Seule contre tous

« Ta loi, MST, les Idels la jettent à la poubelle », « Ta loi santé, MST, faut la virer », « MST : Médecine Soviétique Totalitaire »… le projet de MariSol Touraine (MST) fait l’unanimité contre lui et a inspiré les manifestants. C’était la plus grosse manifestation de professionnels de santé depuis 1991. 40 000 personnes sur le pavé parisien : un succès pour le Mouvement de la Santé pour Tous dont la FNI est à l’origine ! Seule contre tous, la ministre ne se départit ni de sa feuille de route ni de sa morgue : elle n’a pas daigné recevoir d’autres professionnels de santé que les médecins à l’issue de la manifestation. Pour elle, subordination et obéissance feront les équipes de proximité et la coordination. Elle se met le doigt dans l’œil jusqu’au coude ! Et la FNI s’opposera toujours à cette « philosophie » de technocrate atteint de dogmatite aiguë.

Le 23 février, le Sniil a rejoint sur le tard les autres syndicats infirmiers en séance sur le projet de loi santé avec les conseillers de la ministre. Rendu à la vie civile, le Sniil s’en est allé de ses effets de manche, communiquant sur sa force d’Hercule, dénonçant « le peu de reconnaissance de la profession » et exprimant « son inquiétude vis-à-vis de quatre articles ». Sa force supérieure lui a dicté de ne pas se mélanger « au Mouvement Pour la Santé de Tous, rassemblement hétéroclite d’organisations ». La force et l’esprit. Le Sniil n’a pas manifesté le 15 mars pour demander le retrait du projet de loi Touraine « préférant travailler à sa modification, (se réservant) toutefois le droit de mener toute action nécessaire ». Attendons de voir le travail et l’action du Sniil.

Le tout n’est pas de clamer qu’on détient le monopole de l’esprit de progrès mais de comprendre dans un principe énoncé les conséquences pernicieuses de sa possible mise en pratique et surtout d’agir. Agir, c’est la ligne de conduite de la FNI. Pour preuve encore, notre dossier de ce mois sur les accidents d’exposition au sang (AES) et les solutions auxquelles la Fédération a travaillé. Un partenariat révolutionnaire avec la FHF qui va permettre aux Idels victimes d’un AES d’être prises en charge en priorité.

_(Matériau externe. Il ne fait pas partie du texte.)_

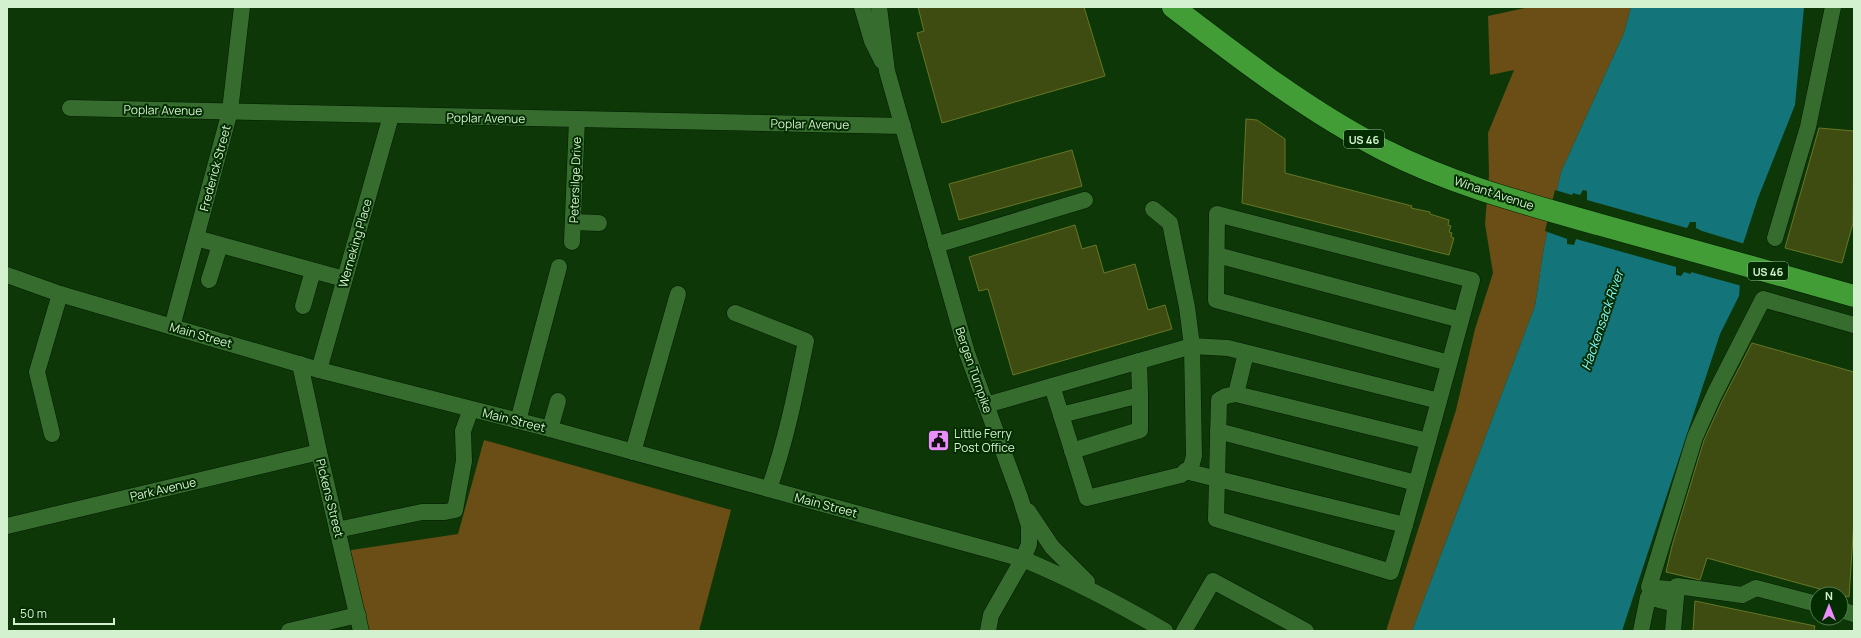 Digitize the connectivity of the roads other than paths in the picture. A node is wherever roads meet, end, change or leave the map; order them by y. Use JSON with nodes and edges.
{"nodes":[{"id":1,"x":242,"y":7,"type":"edge"},
{"id":2,"x":862,"y":7,"type":"edge"},
{"id":3,"x":879,"y":7,"type":"edge"},
{"id":4,"x":1173,"y":7,"type":"edge"},
{"id":5,"x":1833,"y":7,"type":"edge"},
{"id":6,"x":887,"y":71,"type":"junction"},
{"id":7,"x":70,"y":108,"type":"dead end"},
{"id":8,"x":230,"y":111,"type":"junction"},
{"id":9,"x":391,"y":116,"type":"junction"},
{"id":10,"x":577,"y":119,"type":"junction"},
{"id":11,"x":903,"y":126,"type":"junction"},
{"id":12,"x":1085,"y":200,"type":"dead end"},
{"id":13,"x":1154,"y":210,"type":"dead end"},
{"id":14,"x":574,"y":222,"type":"junction"},
{"id":15,"x":599,"y":223,"type":"dead end"},
{"id":16,"x":196,"y":238,"type":"junction"},
{"id":17,"x":1775,"y":238,"type":"dead end"},
{"id":18,"x":572,"y":242,"type":"dead end"},
{"id":19,"x":220,"y":245,"type":"junction"},
{"id":20,"x":936,"y":245,"type":"junction"},
{"id":21,"x":1217,"y":255,"type":"junction"},
{"id":22,"x":559,"y":267,"type":"dead end"},
{"id":23,"x":313,"y":271,"type":"junction"},
{"id":24,"x":7,"y":275,"type":"edge"},
{"id":25,"x":209,"y":280,"type":"dead end"},
{"id":26,"x":344,"y":280,"type":"junction"},
{"id":27,"x":60,"y":294,"type":"junction"},
{"id":28,"x":678,"y":294,"type":"dead end"},
{"id":29,"x":1854,"y":296,"type":"edge"},
{"id":30,"x":303,"y":306,"type":"dead end"},
{"id":31,"x":735,"y":313,"type":"dead end"},
{"id":32,"x":1461,"y":320,"type":"junction"},
{"id":33,"x":1854,"y":325,"type":"edge"},
{"id":34,"x":172,"y":327,"type":"junction"},
{"id":35,"x":1192,"y":346,"type":"junction"},
{"id":36,"x":1246,"y":353,"type":"junction"},
{"id":37,"x":1139,"y":361,"type":"junction"},
{"id":38,"x":1449,"y":363,"type":"junction"},
{"id":39,"x":300,"y":364,"type":"junction"},
{"id":40,"x":319,"y":370,"type":"junction"},
{"id":41,"x":1052,"y":386,"type":"junction"},
{"id":42,"x":1236,"y":394,"type":"junction"},
{"id":43,"x":1140,"y":395,"type":"junction"},
{"id":44,"x":1439,"y":400,"type":"junction"},
{"id":45,"x":558,"y":401,"type":"dead end"},
{"id":46,"x":986,"y":405,"type":"junction"},
{"id":47,"x":471,"y":409,"type":"junction"},
{"id":48,"x":1061,"y":415,"type":"junction"},
{"id":49,"x":518,"y":421,"type":"junction"},
{"id":50,"x":550,"y":429,"type":"junction"},
{"id":51,"x":1218,"y":431,"type":"junction"},
{"id":52,"x":52,"y":434,"type":"dead end"},
{"id":53,"x":1428,"y":441,"type":"junction"},
{"id":54,"x":1072,"y":451,"type":"junction"},
{"id":55,"x":319,"y":452,"type":"junction"},
{"id":56,"x":633,"y":452,"type":"junction"},
{"id":57,"x":1185,"y":471,"type":"junction"},
{"id":58,"x":1218,"y":479,"type":"junction"},
{"id":59,"x":1416,"y":484,"type":"junction"},
{"id":60,"x":769,"y":490,"type":"junction"},
{"id":61,"x":1020,"y":497,"type":"junction"},
{"id":62,"x":1405,"y":525,"type":"junction"},
{"id":63,"x":7,"y":526,"type":"edge"},
{"id":64,"x":337,"y":530,"type":"junction"},
{"id":65,"x":1023,"y":560,"type":"junction"},
{"id":66,"x":1104,"y":596,"type":"junction"},
{"id":67,"x":1676,"y":597,"type":"junction"},
{"id":68,"x":1809,"y":602,"type":"edge"},
{"id":69,"x":358,"y":615,"type":"junction"},
{"id":70,"x":290,"y":631,"type":"edge"},
{"id":71,"x":362,"y":631,"type":"edge"},
{"id":72,"x":988,"y":631,"type":"edge"},
{"id":73,"x":1165,"y":631,"type":"edge"},
{"id":74,"x":1184,"y":631,"type":"edge"},
{"id":75,"x":1306,"y":631,"type":"edge"},
{"id":76,"x":1641,"y":631,"type":"edge"},
{"id":77,"x":1673,"y":631,"type":"edge"}],
"edges":[{"from":1,"to":8,"type":"street","name":"Frederick Street"},
{"from":2,"to":6,"type":"street","name":"Bergen Turnpike"},
{"from":3,"to":6,"type":"street","name":"Bergen Turnpike"},
{"from":4,"to":29,"type":"highway","name":"Winant Avenue","number":"US 46"},
{"from":5,"to":17,"type":"street"},
{"from":6,"to":11,"type":"street","name":"Bergen Turnpike"},
{"from":7,"to":8,"type":"street","name":"Poplar Avenue"},
{"from":8,"to":9,"type":"street","name":"Poplar Avenue"},
{"from":8,"to":16,"type":"street","name":"Frederick Street"},
{"from":9,"to":10,"type":"street","name":"Poplar Avenue"},
{"from":9,"to":26,"type":"street","name":"Werneking Place"},
{"from":10,"to":11,"type":"street","name":"Poplar Avenue"},
{"from":10,"to":14,"type":"street","name":"Petersilge Drive"},
{"from":11,"to":20,"type":"street","name":"Bergen Turnpike"},
{"from":12,"to":20,"type":"street"},
{"from":13,"to":35,"type":"street"},
{"from":14,"to":15,"type":"street"},
{"from":14,"to":18,"type":"street","name":"Petersilge Drive"},
{"from":16,"to":19,"type":"street"},
{"from":16,"to":34,"type":"street","name":"Frederick Street"},
{"from":19,"to":23,"type":"street"},
{"from":19,"to":25,"type":"street"},
{"from":20,"to":46,"type":"street","name":"Bergen Turnpike"},
{"from":21,"to":32,"type":"street"},
{"from":21,"to":32,"type":"street"},
{"from":21,"to":38,"type":"street"},
{"from":22,"to":49,"type":"street"},
{"from":23,"to":26,"type":"street"},
{"from":23,"to":30,"type":"street"},
{"from":24,"to":27,"type":"street","name":"Main Street"},
{"from":26,"to":40,"type":"street","name":"Werneking Place"},
{"from":27,"to":34,"type":"street","name":"Main Street"},
{"from":27,"to":52,"type":"street"},
{"from":28,"to":56,"type":"street"},
{"from":31,"to":60,"type":"street"},
{"from":32,"to":38,"type":"street"},
{"from":33,"to":67,"type":"street"},
{"from":34,"to":39,"type":"street","name":"Main Street"},
{"from":35,"to":36,"type":"street"},
{"from":35,"to":37,"type":"street"},
{"from":35,"to":57,"type":"street"},
{"from":36,"to":42,"type":"street"},
{"from":36,"to":44,"type":"street"},
{"from":37,"to":41,"type":"street"},
{"from":37,"to":43,"type":"street"},
{"from":38,"to":44,"type":"street"},
{"from":39,"to":40,"type":"street","name":"Main Street"},
{"from":39,"to":55,"type":"street","name":"Pickens Street"},
{"from":40,"to":47,"type":"street","name":"Main Street"},
{"from":41,"to":46,"type":"street"},
{"from":41,"to":48,"type":"street"},
{"from":42,"to":51,"type":"street"},
{"from":42,"to":53,"type":"street"},
{"from":43,"to":48,"type":"street"},
{"from":43,"to":54,"type":"street"},
{"from":44,"to":53,"type":"street"},
{"from":45,"to":50,"type":"street"},
{"from":46,"to":61,"type":"street","name":"Bergen Turnpike"},
{"from":47,"to":49,"type":"street","name":"Main Street"},
{"from":47,"to":64,"type":"street"},
{"from":48,"to":54,"type":"street"},
{"from":49,"to":50,"type":"street","name":"Main Street"},
{"from":50,"to":56,"type":"street","name":"Main Street"},
{"from":51,"to":58,"type":"street"},
{"from":51,"to":59,"type":"street"},
{"from":53,"to":59,"type":"street"},
{"from":54,"to":57,"type":"street"},
{"from":55,"to":63,"type":"street","name":"Park Avenue"},
{"from":55,"to":64,"type":"street","name":"Pickens Street"},
{"from":56,"to":60,"type":"street","name":"Main Street"},
{"from":57,"to":58,"type":"street"},
{"from":58,"to":62,"type":"street"},
{"from":58,"to":62,"type":"street"},
{"from":59,"to":62,"type":"street"},
{"from":60,"to":65,"type":"street","name":"Main Street"},
{"from":61,"to":65,"type":"street","name":"Bergen Turnpike"},
{"from":61,"to":66,"type":"street"},
{"from":64,"to":69,"type":"street","name":"Pickens Street"},
{"from":65,"to":66,"type":"street"},
{"from":65,"to":72,"type":"street","name":"Bergen Turnpike"},
{"from":66,"to":73,"type":"street"},
{"from":67,"to":68,"type":"street"},
{"from":67,"to":76,"type":"street"},
{"from":67,"to":77,"type":"street"},
{"from":69,"to":70,"type":"street"},
{"from":69,"to":71,"type":"street","name":"Pickens Street"},
{"from":74,"to":75,"type":"street"}]}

Mme Touba vibre pour l’interpro. Mais qui est contre ? Elle prétend que le Sniil a été « le seul syndicat infirmier libéral à œuvrer lors des négociations interprofessionnelles ». En siégeant aux côtés des partisans des maisons de santé pluridisciplinaires (MSP) ? La belle affaire. Le résultat ? L’étude ORS Pays de la Loire souligne des effets pernicieux des MSP en tous points conformes à ce qu’avait prédit la FNI. Mais qui s’insurge ? Celle-là même qui, présidente de l’URPS infirmiers Pays de la Loire, a mis tout son zèle à promouvoir les MSP et le projet Asalée : Mme Touba.

Peu avare de grands mots ni de « petites » contradictions, elle se courrouce à présent contre le sort de l’infirmière « transformée, sans qu’on ne lui ait rien demandé, en tâcheronne corvéable à merci (…) son travail imposé par les médecins via des « délégations de tâches ». Parmi elles : la « surveillance de la tension artérielle », « l’éducation thérapeutique du patient diabétique ou asthmatique » (… ) le temps gagné par les médecins permettra, pour 40% d’entre eux, de profiter davantage de leur vie privée ».

Mme Touba vibre pour l’interpro et tance ceux « qui ont voté contre ces accords », « conservateurs incapables de décider de leur propre avenir ». La très visionnaire Mme Touba oublie juste qu’elle non plus n’a pas voté pour les accords interprofessionnels ! Elle avait donné procuration pour un vote d’abstention au bon Dr Leicher, (MG France), chantre de la subordination des infirmières. Celui-là même prédit que « 2015 sera l’année des soins primaires en équipe pluri-professionnelle organisée autour du médecin généraliste traitant ».

Le Sniil sert de caution aux tenants de la subordination de tout poil. Il est avec eux mais seul contre tous.